If a line in the records below holds the string "Hayward", count it; give only the total.

▶ _Available records_
┄┄┄┄┄┄
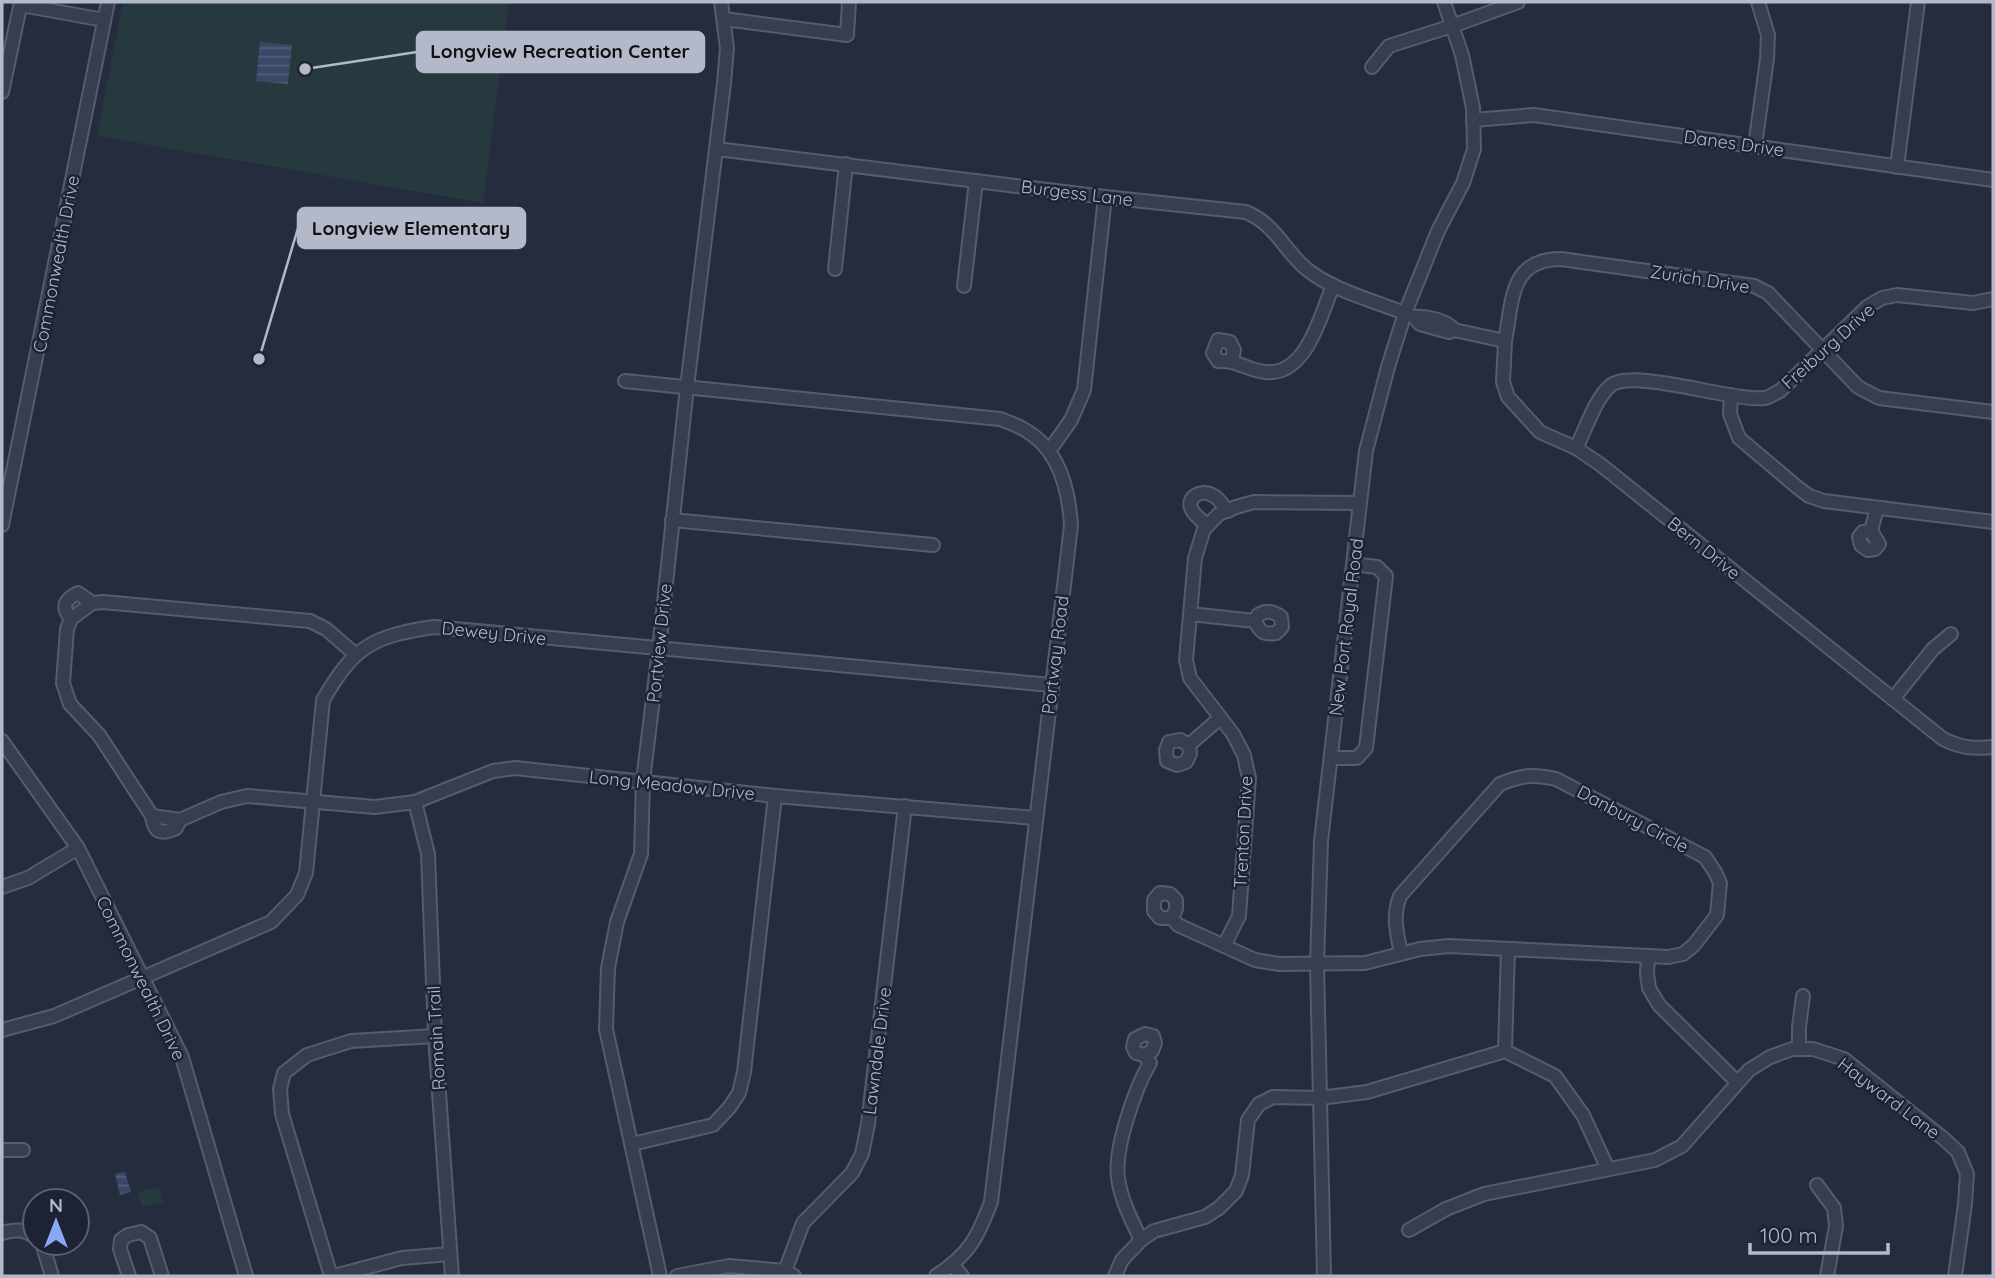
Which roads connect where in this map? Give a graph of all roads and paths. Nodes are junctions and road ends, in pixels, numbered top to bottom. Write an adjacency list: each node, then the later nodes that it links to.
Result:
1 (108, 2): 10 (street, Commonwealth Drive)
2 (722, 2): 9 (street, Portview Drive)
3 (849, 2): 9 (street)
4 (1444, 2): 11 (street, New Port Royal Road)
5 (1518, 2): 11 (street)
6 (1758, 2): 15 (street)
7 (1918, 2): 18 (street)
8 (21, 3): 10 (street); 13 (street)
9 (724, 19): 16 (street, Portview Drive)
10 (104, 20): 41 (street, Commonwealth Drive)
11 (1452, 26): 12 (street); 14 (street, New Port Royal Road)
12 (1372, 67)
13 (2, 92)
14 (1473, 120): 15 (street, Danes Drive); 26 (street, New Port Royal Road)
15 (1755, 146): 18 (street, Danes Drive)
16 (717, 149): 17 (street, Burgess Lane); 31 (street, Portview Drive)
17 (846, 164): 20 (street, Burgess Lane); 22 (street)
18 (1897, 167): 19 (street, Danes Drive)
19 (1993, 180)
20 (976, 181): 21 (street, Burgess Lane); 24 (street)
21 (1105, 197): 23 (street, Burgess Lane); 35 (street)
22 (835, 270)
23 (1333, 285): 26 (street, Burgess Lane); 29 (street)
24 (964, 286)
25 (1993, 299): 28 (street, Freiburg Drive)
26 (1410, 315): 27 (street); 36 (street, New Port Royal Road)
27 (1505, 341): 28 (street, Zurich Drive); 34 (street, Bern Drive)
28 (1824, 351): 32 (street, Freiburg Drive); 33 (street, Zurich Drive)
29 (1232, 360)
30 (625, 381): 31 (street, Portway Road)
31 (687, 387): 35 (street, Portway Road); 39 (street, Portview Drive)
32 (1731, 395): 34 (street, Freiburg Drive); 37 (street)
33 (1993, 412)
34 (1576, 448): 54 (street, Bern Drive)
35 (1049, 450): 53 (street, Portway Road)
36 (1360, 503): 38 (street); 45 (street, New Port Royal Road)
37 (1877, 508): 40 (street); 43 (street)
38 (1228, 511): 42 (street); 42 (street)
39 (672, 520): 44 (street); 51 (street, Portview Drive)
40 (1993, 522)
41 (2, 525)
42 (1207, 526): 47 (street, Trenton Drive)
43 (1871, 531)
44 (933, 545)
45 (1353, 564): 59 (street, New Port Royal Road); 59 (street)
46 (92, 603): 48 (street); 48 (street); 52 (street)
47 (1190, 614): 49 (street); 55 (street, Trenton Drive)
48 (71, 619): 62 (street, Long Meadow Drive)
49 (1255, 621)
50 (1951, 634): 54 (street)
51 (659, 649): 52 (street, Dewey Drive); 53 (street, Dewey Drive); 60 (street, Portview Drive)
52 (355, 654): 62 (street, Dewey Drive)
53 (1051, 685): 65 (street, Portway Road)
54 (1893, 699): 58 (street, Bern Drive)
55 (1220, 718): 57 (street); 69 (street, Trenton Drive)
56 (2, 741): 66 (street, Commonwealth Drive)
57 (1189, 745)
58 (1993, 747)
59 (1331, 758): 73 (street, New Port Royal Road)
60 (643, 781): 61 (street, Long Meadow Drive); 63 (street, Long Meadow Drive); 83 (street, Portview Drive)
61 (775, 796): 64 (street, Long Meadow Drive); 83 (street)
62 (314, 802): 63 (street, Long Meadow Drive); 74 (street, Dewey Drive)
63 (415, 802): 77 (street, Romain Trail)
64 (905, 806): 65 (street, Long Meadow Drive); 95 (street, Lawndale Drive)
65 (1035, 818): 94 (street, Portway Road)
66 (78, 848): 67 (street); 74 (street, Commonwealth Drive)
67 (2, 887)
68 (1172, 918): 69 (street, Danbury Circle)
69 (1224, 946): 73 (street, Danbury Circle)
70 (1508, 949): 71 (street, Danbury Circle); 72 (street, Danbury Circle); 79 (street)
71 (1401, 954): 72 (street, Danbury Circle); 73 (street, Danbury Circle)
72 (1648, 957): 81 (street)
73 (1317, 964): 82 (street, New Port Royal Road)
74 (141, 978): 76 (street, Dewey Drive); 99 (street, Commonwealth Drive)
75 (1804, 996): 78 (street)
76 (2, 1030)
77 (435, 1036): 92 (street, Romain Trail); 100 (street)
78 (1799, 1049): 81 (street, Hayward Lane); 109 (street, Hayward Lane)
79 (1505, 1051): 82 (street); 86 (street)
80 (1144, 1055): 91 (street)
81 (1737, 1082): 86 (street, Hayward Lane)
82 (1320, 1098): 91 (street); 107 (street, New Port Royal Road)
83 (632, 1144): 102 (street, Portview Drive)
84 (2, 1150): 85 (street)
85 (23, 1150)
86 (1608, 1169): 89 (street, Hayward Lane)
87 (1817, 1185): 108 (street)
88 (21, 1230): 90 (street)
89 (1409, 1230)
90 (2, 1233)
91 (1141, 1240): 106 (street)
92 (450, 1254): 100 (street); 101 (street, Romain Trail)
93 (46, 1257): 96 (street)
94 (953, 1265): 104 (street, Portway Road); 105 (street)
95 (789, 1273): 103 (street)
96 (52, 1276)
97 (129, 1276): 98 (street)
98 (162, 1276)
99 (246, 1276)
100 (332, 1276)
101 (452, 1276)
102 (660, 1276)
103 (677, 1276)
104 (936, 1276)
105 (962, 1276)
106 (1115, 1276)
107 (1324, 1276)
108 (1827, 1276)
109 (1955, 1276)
┄┄┄┄┄┄
▶ _Completed exercise_
3